» What you will do
Look through the data below, and copy each line that carries the word "paths".

» Input data
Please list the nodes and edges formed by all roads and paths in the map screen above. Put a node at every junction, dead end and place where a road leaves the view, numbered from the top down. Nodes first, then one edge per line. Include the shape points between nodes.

==

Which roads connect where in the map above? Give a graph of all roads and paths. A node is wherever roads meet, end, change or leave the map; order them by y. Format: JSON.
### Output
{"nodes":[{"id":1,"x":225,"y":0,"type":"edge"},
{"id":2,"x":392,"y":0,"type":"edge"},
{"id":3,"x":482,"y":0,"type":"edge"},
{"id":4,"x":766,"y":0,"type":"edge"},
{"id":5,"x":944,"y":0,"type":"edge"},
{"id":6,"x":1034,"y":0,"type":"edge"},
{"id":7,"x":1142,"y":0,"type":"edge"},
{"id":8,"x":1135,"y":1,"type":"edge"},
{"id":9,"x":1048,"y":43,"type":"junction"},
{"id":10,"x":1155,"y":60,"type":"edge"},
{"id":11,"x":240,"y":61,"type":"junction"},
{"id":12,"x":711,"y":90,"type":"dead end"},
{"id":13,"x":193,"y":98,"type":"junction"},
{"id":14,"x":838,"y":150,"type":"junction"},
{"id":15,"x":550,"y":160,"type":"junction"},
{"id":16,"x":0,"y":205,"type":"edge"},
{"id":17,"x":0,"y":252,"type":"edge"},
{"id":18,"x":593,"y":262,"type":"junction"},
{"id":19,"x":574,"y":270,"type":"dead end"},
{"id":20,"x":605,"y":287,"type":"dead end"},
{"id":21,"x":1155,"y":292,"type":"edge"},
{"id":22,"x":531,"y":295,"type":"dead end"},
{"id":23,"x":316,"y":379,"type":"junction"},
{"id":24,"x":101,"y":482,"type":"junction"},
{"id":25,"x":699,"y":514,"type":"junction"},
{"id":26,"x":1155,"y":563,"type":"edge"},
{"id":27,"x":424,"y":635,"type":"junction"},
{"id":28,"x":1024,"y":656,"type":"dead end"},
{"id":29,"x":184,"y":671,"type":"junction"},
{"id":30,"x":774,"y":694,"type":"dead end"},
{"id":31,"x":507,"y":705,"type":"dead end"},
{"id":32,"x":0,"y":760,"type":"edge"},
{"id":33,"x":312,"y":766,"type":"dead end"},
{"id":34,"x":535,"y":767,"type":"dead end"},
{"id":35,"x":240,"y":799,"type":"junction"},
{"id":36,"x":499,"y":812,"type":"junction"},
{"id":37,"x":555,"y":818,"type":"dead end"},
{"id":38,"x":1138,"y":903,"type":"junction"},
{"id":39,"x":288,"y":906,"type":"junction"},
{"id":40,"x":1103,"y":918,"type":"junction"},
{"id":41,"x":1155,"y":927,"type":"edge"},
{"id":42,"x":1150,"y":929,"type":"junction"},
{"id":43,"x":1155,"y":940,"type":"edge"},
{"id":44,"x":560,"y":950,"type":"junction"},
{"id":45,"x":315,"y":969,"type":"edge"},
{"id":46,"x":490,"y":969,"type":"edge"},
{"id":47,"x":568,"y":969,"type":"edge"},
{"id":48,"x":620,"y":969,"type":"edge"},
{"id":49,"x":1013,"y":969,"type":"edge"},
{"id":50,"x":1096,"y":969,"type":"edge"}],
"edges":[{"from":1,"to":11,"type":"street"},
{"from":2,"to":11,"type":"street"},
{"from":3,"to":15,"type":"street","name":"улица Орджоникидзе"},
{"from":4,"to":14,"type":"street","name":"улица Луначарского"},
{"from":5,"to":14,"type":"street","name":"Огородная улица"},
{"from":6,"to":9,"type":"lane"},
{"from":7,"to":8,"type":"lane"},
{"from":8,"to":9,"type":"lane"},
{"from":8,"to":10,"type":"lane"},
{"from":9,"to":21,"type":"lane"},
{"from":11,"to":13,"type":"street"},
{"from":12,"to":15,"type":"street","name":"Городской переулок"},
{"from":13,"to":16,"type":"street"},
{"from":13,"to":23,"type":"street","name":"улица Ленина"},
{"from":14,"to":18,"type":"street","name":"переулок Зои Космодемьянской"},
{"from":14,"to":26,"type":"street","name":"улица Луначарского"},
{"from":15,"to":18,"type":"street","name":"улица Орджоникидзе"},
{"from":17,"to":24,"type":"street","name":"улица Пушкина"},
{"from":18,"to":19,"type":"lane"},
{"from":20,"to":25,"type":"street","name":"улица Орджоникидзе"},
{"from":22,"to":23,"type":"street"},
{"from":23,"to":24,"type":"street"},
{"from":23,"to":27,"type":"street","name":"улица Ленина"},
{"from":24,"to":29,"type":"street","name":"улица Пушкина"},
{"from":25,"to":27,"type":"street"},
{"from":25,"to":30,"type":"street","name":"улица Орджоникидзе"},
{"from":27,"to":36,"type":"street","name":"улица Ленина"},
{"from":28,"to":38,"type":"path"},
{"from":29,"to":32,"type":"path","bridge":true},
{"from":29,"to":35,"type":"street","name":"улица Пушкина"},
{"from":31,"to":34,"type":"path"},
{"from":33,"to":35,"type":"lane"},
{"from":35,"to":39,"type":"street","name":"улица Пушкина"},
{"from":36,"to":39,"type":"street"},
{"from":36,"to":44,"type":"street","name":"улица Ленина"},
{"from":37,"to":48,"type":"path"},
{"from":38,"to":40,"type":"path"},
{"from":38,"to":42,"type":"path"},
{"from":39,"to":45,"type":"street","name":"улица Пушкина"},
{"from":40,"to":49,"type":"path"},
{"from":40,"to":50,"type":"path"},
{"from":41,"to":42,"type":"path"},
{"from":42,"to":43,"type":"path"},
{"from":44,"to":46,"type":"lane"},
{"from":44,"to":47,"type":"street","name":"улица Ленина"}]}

» Answer to this task
Please list the nodes and edges formed by all roads and paths in the map screen above. Put a node at every junction, dead end and place where a road leaves the view, numbered from the top down. Nodes first, then one edge per line. Include the shape points between nodes.
Which roads connect where in the map above? Give a graph of all roads and paths. A node is wherever roads meet, end, change or leave the map; order them by y. Format: JSON.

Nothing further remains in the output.